** Opening GIVEN ENTRIES block **

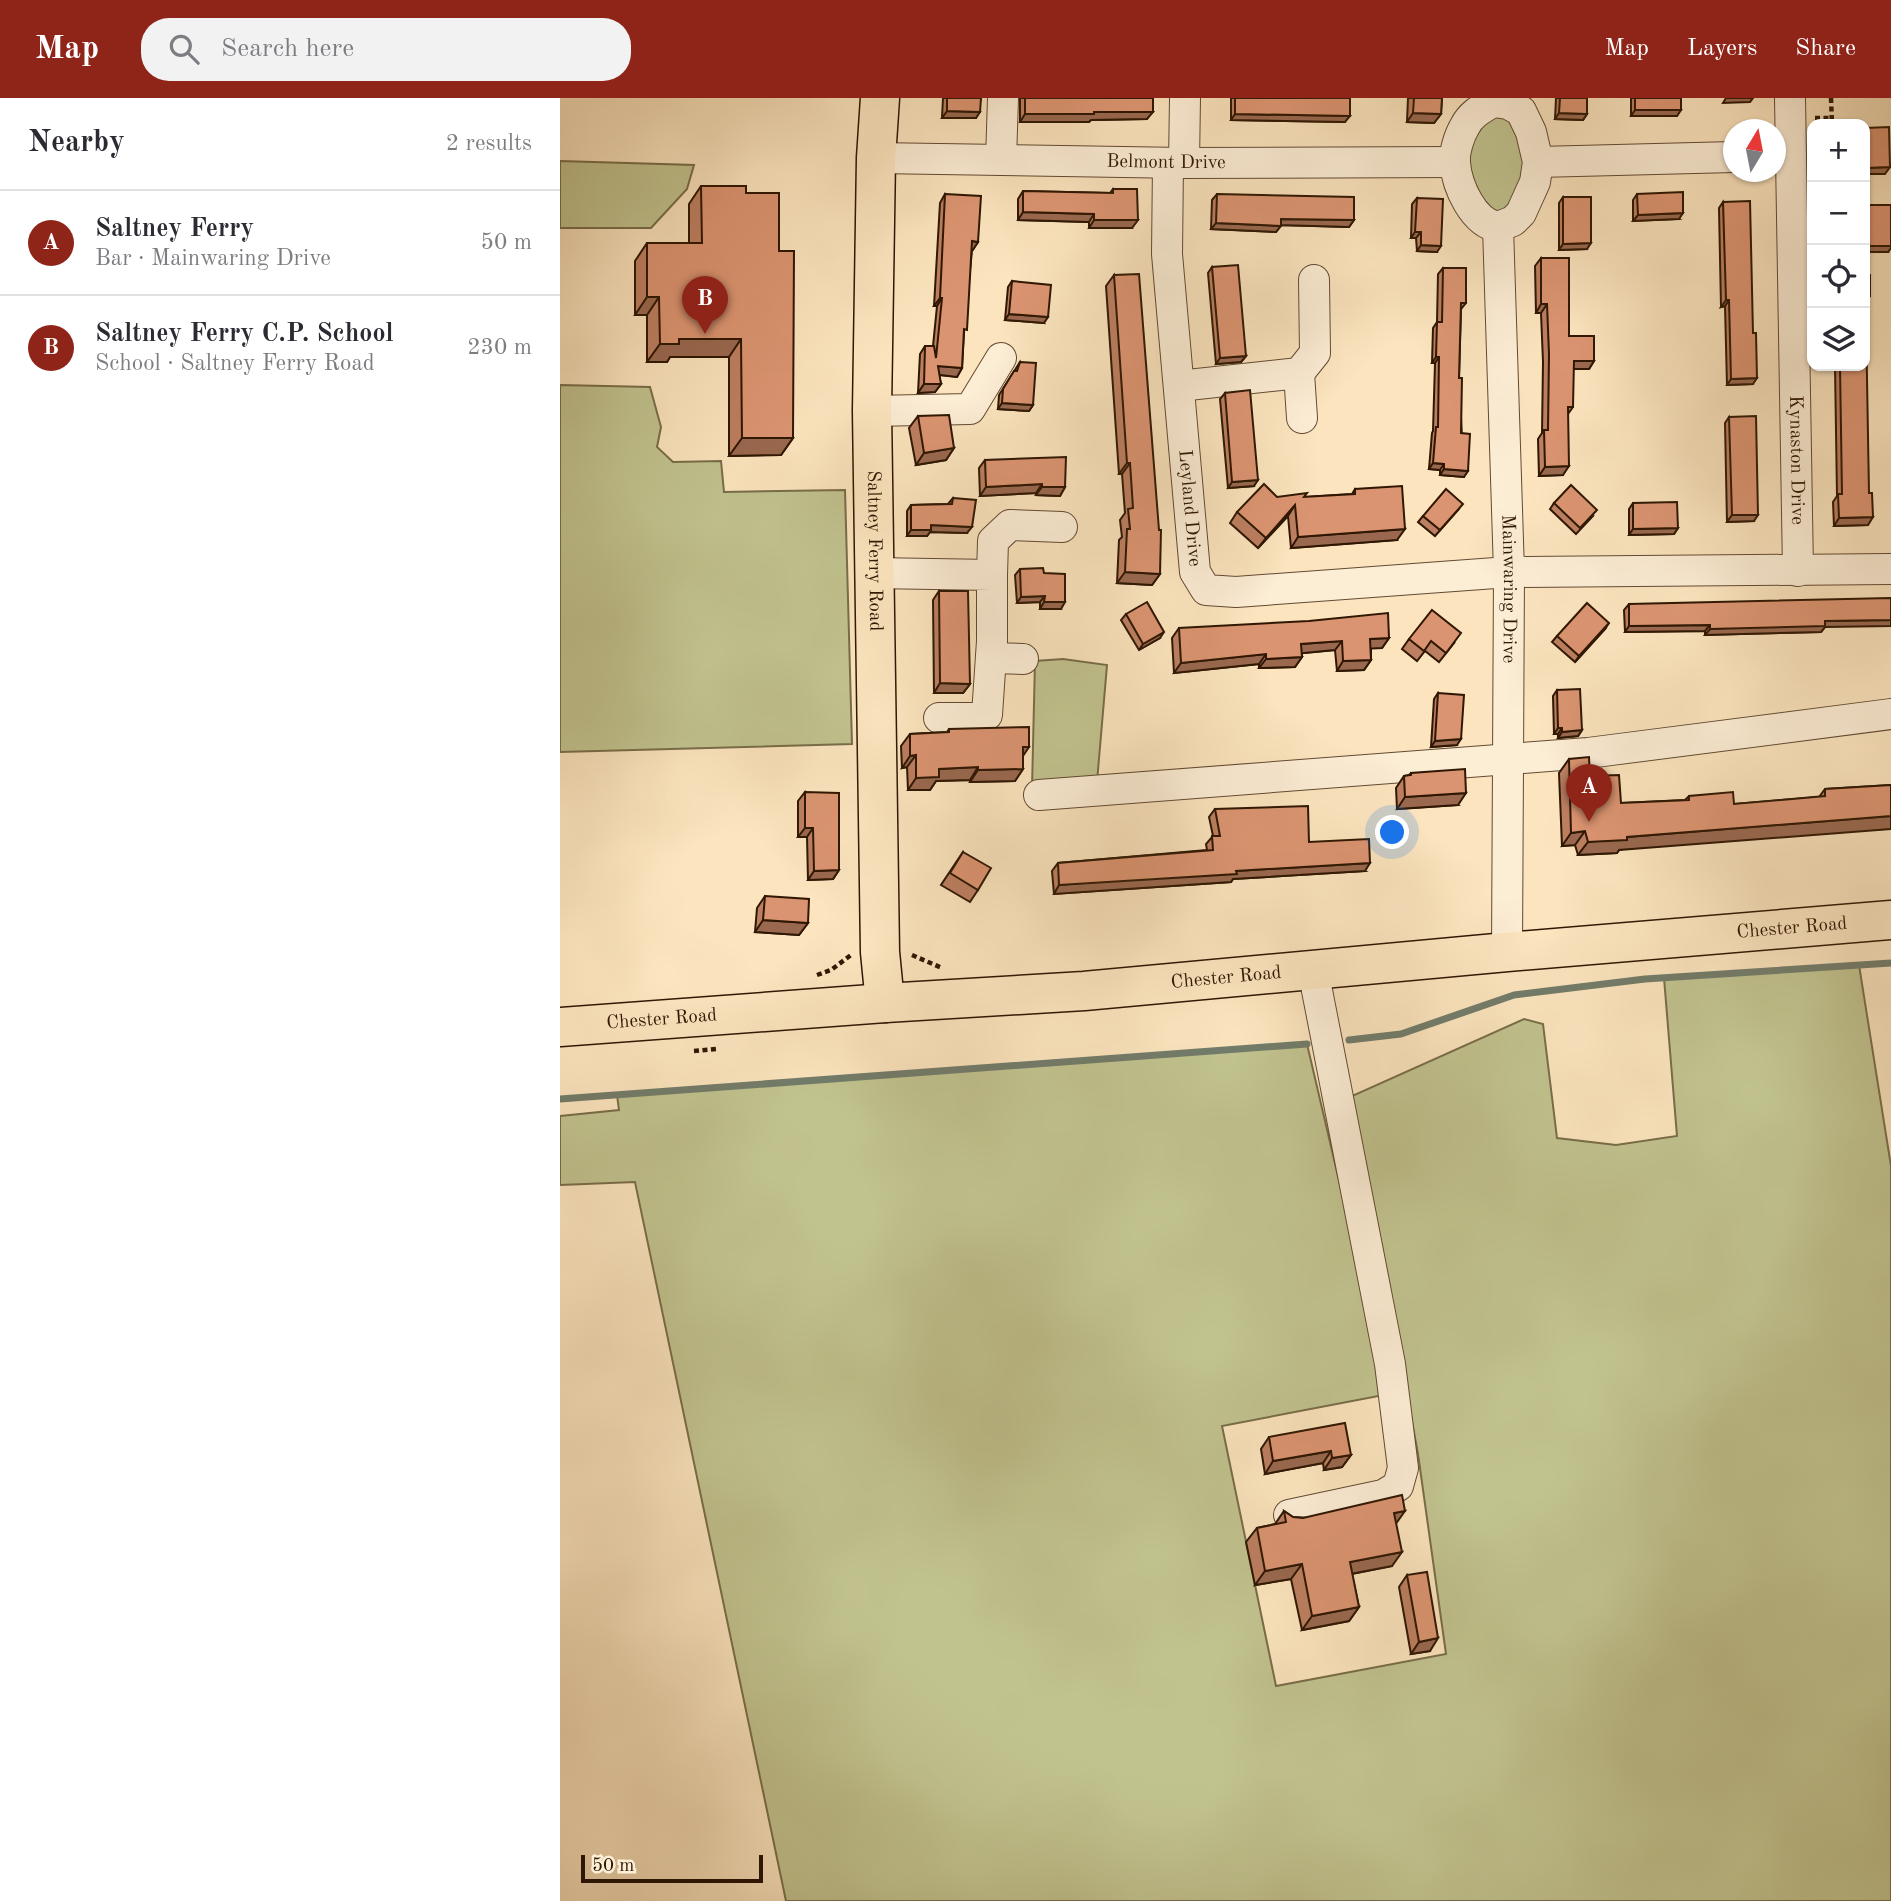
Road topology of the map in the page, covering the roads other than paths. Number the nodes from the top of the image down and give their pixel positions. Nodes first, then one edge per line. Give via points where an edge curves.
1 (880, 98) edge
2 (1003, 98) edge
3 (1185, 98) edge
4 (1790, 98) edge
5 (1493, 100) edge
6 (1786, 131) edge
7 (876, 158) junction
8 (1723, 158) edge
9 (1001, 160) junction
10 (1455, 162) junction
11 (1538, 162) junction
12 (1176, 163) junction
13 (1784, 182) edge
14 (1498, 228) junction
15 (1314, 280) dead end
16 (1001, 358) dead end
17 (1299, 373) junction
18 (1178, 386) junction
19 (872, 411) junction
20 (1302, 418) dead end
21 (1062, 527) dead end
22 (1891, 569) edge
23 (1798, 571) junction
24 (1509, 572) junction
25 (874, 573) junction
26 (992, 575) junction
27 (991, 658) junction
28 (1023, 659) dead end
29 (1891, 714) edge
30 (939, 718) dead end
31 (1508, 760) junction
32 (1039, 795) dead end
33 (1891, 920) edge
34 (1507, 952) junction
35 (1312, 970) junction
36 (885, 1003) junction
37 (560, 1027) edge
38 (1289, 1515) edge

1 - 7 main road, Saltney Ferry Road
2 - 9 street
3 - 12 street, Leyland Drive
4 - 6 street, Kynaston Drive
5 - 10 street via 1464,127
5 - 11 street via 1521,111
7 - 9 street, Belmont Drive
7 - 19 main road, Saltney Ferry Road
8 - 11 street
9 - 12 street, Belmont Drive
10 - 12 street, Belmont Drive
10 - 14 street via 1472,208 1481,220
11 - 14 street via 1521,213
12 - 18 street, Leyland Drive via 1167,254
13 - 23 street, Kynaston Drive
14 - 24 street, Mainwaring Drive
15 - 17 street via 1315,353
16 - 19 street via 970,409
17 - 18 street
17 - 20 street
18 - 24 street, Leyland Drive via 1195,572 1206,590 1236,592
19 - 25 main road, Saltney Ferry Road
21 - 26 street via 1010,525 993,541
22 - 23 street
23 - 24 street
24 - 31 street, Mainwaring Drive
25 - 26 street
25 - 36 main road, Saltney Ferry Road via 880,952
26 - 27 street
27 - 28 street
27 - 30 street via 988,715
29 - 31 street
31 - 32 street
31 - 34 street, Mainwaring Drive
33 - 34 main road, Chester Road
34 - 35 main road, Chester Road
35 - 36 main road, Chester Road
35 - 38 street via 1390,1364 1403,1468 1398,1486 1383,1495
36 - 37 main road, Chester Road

** Closing GIVEN ENTRIES block **

**BRIEF**
Wherever the string "Belmont" appears in the data above, report the whole line.

**EXERCISE ANSWER**
7 - 9 street, Belmont Drive
9 - 12 street, Belmont Drive
10 - 12 street, Belmont Drive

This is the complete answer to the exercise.